(Stored data)
# # # #

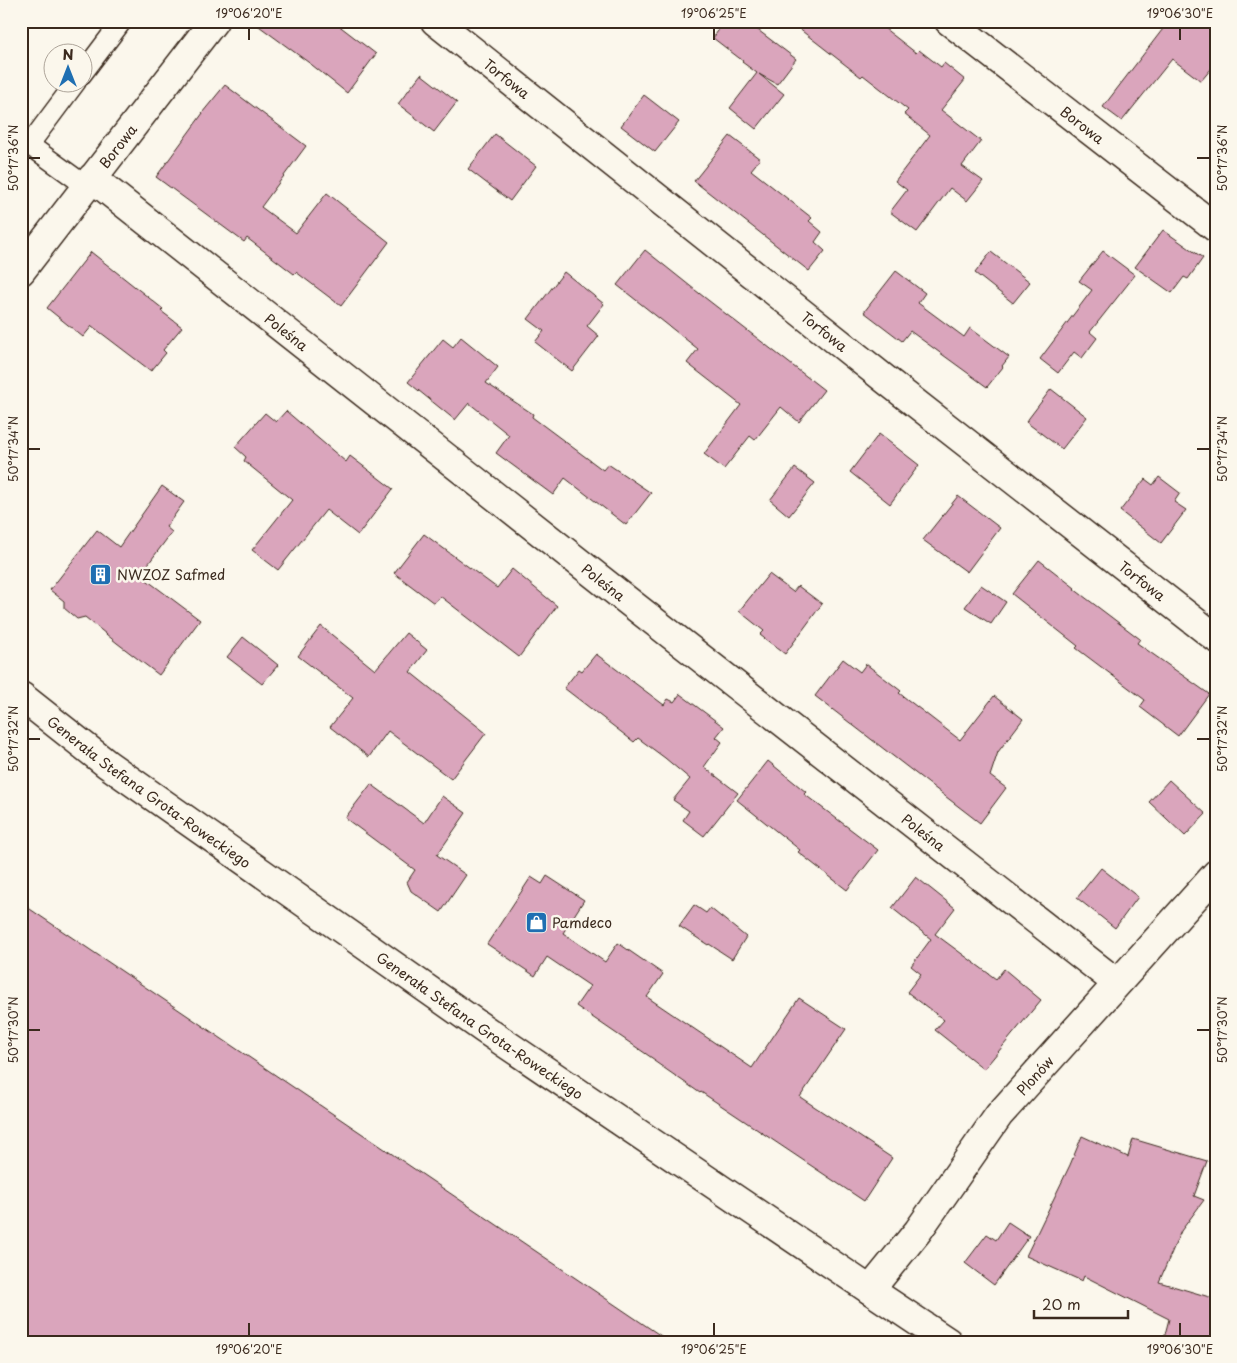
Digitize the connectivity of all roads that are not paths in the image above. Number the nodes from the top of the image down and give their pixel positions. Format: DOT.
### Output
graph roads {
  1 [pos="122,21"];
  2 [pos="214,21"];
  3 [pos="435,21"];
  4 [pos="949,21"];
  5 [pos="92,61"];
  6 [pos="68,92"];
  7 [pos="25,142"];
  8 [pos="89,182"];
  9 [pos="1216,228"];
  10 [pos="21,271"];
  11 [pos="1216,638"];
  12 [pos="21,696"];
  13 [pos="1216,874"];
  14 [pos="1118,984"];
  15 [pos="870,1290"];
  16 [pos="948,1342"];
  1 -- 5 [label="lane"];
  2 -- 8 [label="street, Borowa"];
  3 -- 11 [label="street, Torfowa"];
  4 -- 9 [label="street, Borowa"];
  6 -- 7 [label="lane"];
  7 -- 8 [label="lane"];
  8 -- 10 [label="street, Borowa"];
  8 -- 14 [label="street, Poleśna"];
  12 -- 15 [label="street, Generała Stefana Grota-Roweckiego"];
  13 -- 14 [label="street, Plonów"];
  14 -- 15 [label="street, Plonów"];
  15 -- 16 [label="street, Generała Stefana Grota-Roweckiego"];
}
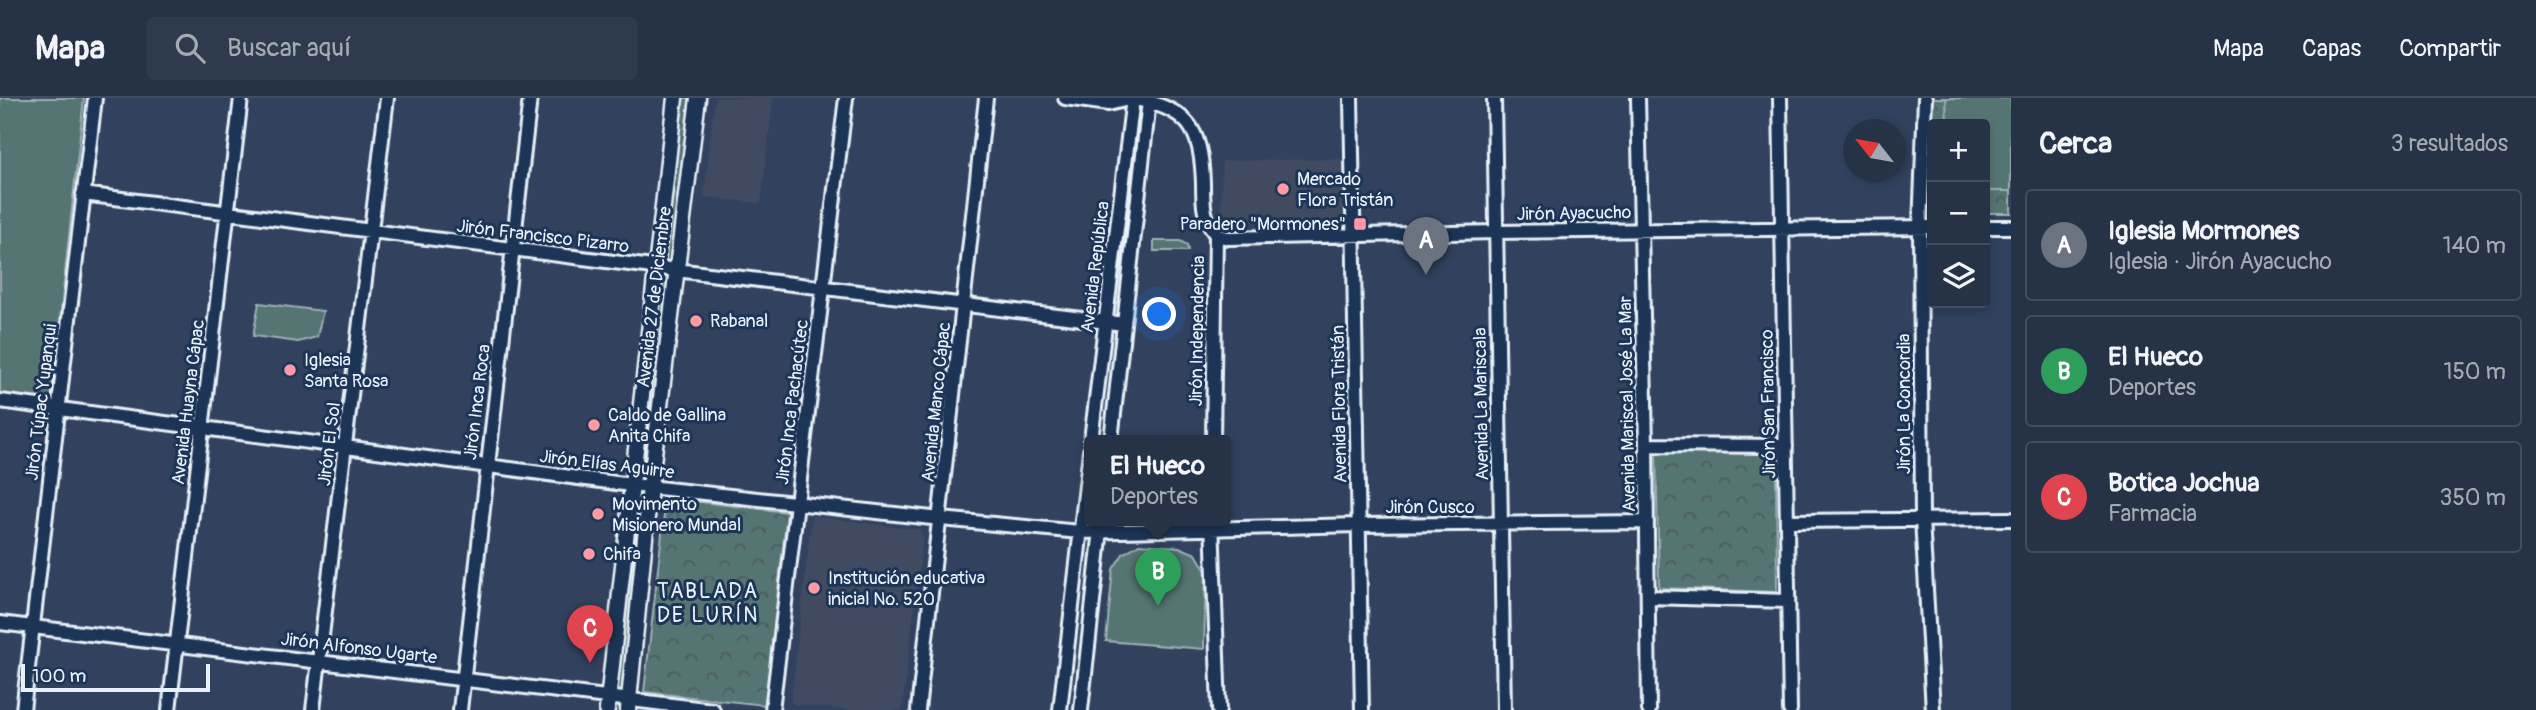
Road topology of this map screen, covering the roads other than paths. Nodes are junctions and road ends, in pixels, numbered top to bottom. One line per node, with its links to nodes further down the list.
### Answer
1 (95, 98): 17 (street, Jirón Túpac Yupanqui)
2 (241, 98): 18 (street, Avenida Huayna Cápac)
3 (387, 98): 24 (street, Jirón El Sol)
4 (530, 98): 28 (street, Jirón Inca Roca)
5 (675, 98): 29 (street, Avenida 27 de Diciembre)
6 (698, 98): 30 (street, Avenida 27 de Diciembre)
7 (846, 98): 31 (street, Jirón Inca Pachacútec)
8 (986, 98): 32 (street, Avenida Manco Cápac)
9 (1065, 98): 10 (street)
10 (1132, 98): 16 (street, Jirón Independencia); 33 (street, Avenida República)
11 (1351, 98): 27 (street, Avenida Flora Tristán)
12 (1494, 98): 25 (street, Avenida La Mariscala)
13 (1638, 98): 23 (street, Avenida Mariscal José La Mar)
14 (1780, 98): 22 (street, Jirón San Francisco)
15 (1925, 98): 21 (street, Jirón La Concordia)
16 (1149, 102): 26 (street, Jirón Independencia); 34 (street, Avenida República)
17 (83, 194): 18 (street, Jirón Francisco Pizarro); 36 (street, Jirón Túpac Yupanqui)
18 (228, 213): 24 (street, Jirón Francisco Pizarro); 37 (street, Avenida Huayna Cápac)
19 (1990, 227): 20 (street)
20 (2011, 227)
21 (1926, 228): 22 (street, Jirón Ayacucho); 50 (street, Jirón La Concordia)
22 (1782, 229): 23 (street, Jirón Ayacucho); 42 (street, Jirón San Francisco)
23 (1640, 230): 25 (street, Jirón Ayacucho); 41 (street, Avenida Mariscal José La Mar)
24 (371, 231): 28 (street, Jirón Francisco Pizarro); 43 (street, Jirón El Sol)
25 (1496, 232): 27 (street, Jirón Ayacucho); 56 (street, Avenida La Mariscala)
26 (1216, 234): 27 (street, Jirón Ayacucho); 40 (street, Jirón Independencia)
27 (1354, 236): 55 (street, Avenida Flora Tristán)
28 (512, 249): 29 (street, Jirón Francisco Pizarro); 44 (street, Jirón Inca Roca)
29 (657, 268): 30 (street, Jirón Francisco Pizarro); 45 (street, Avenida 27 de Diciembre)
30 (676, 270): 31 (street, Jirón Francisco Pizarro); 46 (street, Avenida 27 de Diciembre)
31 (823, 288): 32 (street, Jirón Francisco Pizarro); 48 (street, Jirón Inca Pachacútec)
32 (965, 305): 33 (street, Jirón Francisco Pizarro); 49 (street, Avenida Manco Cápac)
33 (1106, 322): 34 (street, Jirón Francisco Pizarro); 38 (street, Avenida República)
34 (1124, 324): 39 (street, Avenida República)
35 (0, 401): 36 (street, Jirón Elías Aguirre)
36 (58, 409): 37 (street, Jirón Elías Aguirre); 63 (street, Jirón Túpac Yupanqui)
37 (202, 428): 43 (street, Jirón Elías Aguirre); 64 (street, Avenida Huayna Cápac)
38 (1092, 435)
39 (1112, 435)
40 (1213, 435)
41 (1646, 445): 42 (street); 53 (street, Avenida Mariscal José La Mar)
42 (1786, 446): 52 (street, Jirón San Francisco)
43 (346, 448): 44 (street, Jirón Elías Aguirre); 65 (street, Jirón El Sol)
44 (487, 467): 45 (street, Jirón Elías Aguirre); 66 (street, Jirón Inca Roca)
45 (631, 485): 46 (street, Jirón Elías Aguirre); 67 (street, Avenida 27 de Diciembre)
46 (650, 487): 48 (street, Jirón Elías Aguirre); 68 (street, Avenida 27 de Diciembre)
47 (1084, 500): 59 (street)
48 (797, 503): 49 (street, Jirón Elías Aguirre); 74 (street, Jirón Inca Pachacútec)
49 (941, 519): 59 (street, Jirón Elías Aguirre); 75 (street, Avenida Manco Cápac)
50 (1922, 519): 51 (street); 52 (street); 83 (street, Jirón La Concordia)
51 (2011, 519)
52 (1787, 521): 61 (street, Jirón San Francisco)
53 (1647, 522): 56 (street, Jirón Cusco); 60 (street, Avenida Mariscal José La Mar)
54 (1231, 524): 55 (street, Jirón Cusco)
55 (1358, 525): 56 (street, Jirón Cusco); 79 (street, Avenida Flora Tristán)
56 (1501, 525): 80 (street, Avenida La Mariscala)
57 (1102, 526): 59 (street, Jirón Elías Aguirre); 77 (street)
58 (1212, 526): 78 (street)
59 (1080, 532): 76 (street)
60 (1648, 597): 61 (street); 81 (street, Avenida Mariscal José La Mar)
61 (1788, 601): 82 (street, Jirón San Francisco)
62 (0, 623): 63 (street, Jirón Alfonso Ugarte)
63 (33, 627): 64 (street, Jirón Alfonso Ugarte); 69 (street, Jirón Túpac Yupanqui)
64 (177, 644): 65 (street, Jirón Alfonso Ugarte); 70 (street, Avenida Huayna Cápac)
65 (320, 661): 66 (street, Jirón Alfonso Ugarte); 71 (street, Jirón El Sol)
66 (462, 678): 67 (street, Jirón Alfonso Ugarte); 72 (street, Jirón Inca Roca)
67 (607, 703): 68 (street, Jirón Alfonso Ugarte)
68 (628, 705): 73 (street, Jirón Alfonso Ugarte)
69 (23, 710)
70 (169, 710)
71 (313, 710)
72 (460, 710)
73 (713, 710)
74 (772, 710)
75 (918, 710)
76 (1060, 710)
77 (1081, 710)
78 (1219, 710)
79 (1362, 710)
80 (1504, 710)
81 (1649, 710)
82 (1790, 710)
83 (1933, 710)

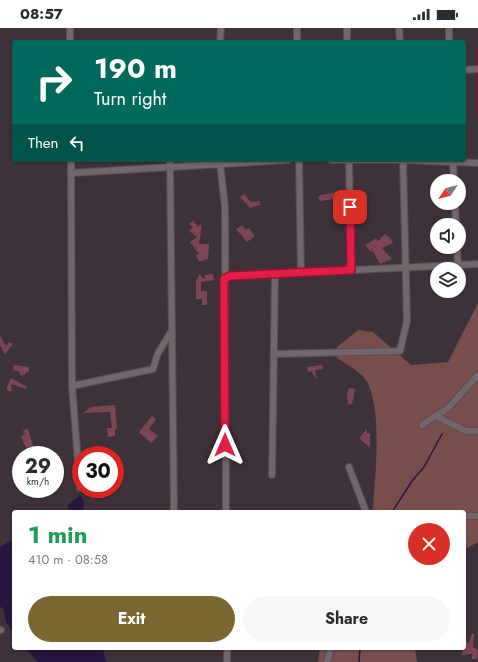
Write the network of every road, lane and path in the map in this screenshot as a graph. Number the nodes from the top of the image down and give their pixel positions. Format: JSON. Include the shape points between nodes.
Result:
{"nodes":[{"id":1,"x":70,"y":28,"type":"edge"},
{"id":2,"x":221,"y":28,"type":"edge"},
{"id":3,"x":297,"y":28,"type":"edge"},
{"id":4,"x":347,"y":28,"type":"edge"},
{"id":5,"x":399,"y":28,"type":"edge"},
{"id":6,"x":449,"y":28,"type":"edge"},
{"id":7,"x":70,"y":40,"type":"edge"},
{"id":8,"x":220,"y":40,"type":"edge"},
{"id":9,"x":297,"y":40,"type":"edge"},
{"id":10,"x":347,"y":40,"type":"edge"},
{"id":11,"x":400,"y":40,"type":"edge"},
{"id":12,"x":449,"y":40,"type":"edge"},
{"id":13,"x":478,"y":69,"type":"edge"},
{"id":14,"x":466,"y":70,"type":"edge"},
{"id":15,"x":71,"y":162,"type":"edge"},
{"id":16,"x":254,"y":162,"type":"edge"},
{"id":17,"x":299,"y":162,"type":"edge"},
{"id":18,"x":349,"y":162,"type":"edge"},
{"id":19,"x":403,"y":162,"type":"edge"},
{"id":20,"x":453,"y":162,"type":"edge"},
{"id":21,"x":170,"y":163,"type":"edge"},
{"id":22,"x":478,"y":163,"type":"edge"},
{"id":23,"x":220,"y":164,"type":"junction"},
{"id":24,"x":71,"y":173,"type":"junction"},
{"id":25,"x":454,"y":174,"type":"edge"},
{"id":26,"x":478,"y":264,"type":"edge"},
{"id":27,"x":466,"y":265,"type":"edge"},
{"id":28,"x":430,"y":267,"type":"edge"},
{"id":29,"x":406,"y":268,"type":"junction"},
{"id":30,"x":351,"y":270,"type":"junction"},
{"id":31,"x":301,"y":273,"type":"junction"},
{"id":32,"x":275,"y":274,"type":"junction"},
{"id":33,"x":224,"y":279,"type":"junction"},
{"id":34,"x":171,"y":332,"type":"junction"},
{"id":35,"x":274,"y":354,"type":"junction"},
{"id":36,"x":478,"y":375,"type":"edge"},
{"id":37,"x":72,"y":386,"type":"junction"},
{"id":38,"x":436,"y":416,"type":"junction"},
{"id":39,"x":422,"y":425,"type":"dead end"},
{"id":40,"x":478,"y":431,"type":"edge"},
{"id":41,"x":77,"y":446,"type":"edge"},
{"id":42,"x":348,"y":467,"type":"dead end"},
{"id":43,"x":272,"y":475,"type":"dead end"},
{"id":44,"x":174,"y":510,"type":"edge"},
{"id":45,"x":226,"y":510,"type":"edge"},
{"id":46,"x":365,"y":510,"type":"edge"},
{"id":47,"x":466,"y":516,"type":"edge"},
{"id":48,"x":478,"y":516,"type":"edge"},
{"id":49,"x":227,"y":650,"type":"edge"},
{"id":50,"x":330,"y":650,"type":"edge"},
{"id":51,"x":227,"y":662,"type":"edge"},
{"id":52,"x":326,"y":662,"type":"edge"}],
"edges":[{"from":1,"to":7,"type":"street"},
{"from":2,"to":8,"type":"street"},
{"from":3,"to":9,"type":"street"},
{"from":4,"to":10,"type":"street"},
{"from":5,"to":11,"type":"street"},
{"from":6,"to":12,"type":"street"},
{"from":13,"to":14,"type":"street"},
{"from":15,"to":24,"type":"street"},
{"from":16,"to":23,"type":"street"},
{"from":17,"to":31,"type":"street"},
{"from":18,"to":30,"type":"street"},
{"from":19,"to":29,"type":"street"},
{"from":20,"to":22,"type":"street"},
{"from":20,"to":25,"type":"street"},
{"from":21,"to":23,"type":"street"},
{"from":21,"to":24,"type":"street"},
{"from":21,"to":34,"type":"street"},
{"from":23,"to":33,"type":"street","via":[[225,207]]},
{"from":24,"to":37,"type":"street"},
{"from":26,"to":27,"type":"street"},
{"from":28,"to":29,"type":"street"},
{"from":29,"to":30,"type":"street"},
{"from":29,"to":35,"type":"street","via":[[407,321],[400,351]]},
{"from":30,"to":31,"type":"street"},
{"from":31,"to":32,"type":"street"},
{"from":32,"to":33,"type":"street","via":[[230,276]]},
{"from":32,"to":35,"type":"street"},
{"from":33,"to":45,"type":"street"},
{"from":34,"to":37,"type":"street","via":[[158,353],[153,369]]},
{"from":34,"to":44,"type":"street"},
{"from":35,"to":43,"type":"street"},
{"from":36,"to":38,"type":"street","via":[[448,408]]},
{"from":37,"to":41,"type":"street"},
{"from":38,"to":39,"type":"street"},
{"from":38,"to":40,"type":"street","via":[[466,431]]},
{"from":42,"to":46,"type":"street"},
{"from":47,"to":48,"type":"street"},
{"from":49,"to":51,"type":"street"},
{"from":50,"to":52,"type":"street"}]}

# # # #

▶ [Work instruction]
Repeat only the lines between the start of the data and the line with "Road topology of", including those two lines, and skip the pictures.

▶ [Exercise response]
Digitize the connectivity of all roads that are not paths in the image above. Number the nodes from the top of the image down and give their pixel positions. Format: DOT.
### Output
graph roads {
  1 [pos="122,21"];
  2 [pos="214,21"];
  3 [pos="435,21"];
  4 [pos="949,21"];
  5 [pos="92,61"];
  6 [pos="68,92"];
  7 [pos="25,142"];
  8 [pos="89,182"];
  9 [pos="1216,228"];
  10 [pos="21,271"];
  11 [pos="1216,638"];
  12 [pos="21,696"];
  13 [pos="1216,874"];
  14 [pos="1118,984"];
  15 [pos="870,1290"];
  16 [pos="948,1342"];
  1 -- 5 [label="lane"];
  2 -- 8 [label="street, Borowa"];
  3 -- 11 [label="street, Torfowa"];
  4 -- 9 [label="street, Borowa"];
  6 -- 7 [label="lane"];
  7 -- 8 [label="lane"];
  8 -- 10 [label="street, Borowa"];
  8 -- 14 [label="street, Poleśna"];
  12 -- 15 [label="street, Generała Stefana Grota-Roweckiego"];
  13 -- 14 [label="street, Plonów"];
  14 -- 15 [label="street, Plonów"];
  15 -- 16 [label="street, Generała Stefana Grota-Roweckiego"];
}
Road topology of this map screen, covering the roads other than paths. Nodes are junctions and road ends, in pixels, numbered top to bottom. One line per node, with its links to nodes further down the list.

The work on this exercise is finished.